____ Records to process

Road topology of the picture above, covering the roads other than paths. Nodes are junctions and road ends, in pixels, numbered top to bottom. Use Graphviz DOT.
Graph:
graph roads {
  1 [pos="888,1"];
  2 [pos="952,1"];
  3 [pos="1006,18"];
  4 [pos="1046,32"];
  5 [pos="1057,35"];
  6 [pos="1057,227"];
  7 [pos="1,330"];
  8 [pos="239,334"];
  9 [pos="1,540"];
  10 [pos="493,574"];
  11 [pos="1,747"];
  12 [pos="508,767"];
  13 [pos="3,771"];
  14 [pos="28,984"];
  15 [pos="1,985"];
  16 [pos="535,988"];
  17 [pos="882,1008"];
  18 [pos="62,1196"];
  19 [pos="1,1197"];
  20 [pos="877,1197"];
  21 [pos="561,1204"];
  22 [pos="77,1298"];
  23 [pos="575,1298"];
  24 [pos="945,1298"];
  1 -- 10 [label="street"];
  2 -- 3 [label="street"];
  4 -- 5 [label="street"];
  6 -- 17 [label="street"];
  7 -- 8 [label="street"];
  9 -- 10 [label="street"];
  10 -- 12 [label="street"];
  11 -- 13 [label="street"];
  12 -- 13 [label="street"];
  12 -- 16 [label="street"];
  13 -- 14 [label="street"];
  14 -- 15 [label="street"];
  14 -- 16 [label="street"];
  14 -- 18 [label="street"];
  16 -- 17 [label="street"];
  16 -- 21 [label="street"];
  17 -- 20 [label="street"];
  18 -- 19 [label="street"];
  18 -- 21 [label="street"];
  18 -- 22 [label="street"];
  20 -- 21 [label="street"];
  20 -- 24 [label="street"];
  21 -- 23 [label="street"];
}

________

- _What is needed_: Tally the lines of the material above that contain the word "roads" and report the total alone.

- _Finished exercise_: 2